The first is to view the input stream and construct encoding based on the collected statistics (this requires two passes through the file - one to view and collect statistical information, the second for encoding, which somewhat limits the scope of such algorithms, because, in this way , eliminates the possibility of single-pass on-the-fly encoding used in telecommunication systems, where the volume of data is sometimes unknown, and its retransmission or parsing can take an unreasonably long time). In this case, the statistical scheme of the encoding used is written to the output stream. This method is known as static Huffman coding.

Introduction.

Compression reduces the amount of space required to store files on a computer, and

the amount of time required to transmit information over an established channel

transmission width. This is a form of coding. Other coding purposes

are error detection and correction, as well as encryption. Search process and

error correction is the opposite of compression - it increases data redundancy,

when they do not need to be presented in a form convenient for human perception.

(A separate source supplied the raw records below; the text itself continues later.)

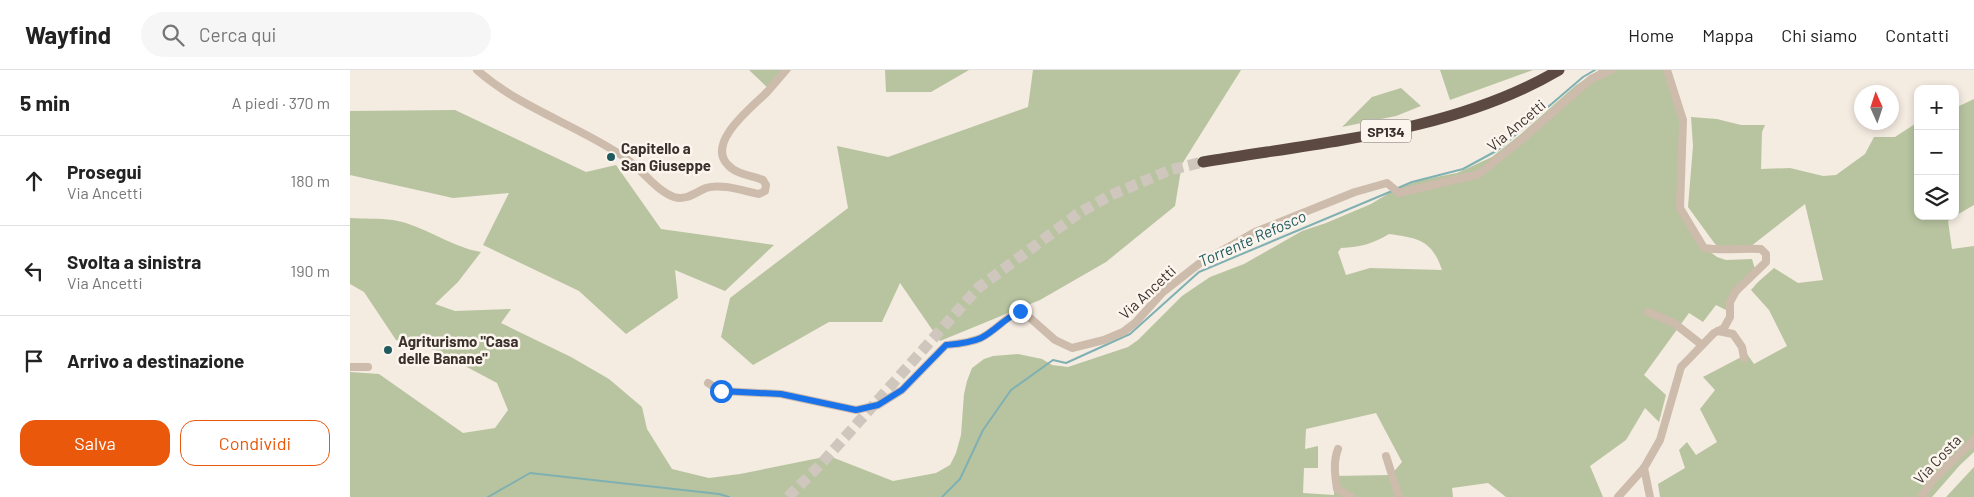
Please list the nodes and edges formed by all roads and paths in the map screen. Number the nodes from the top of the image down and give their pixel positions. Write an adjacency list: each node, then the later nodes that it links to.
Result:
1 (477, 70): 2 (street)
2 (786, 70)
3 (1560, 70): 6 (highway, SP134)
4 (1611, 70): 13 (street, Via Ancetti)
5 (1667, 70): 8 (street)
6 (1203, 162)
7 (1648, 312): 9 (street)
8 (1718, 331): 9 (street); 10 (street)
9 (1702, 345): 17 (street)
10 (1744, 358)
11 (350, 367): 12 (street)
12 (368, 367)
13 (708, 383)
14 (1974, 440): 22 (street, Via Costa)
15 (1338, 449): 18 (street)
16 (1386, 456): 19 (street)
17 (1644, 468): 20 (street); 21 (street)
18 (1350, 497)
19 (1399, 497)
20 (1618, 497)
21 (1650, 497)
22 (1921, 497)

Deleting

from text redundancy, compression promotes encryption, which makes searching difficult

cipher using a statistical method accessible to an attacker.

Let's consider reversible compression or compression without interference, where the original

the text can be exactly restored from its compressed state. Irreversible or

disadvantageous compression is used for digital recording of analog signals such as

human speech or drawings. Reversible compression is especially important for texts

written in natural and artificial languages, since in this case

mistakes are usually unacceptable. Although the primary area of ​​application

of the methods under consideration is text compression, which is reflected in our terminology,

however, this technique may have applications in other cases, including reversible

coding of sequences of discrete data.

There are many good reasons to allocate computer resources for compressed

presentation, because faster data transfer and reduced space for

their storage allows you to save significant money and often improve

computer indicators. Compression will likely remain an area of ​​focus due to all

increasing volumes of data stored and transmitted to the computer, in addition it can be

used to overcome certain physical limitations, such as

for example, the relatively low bandwidth of telephone channels.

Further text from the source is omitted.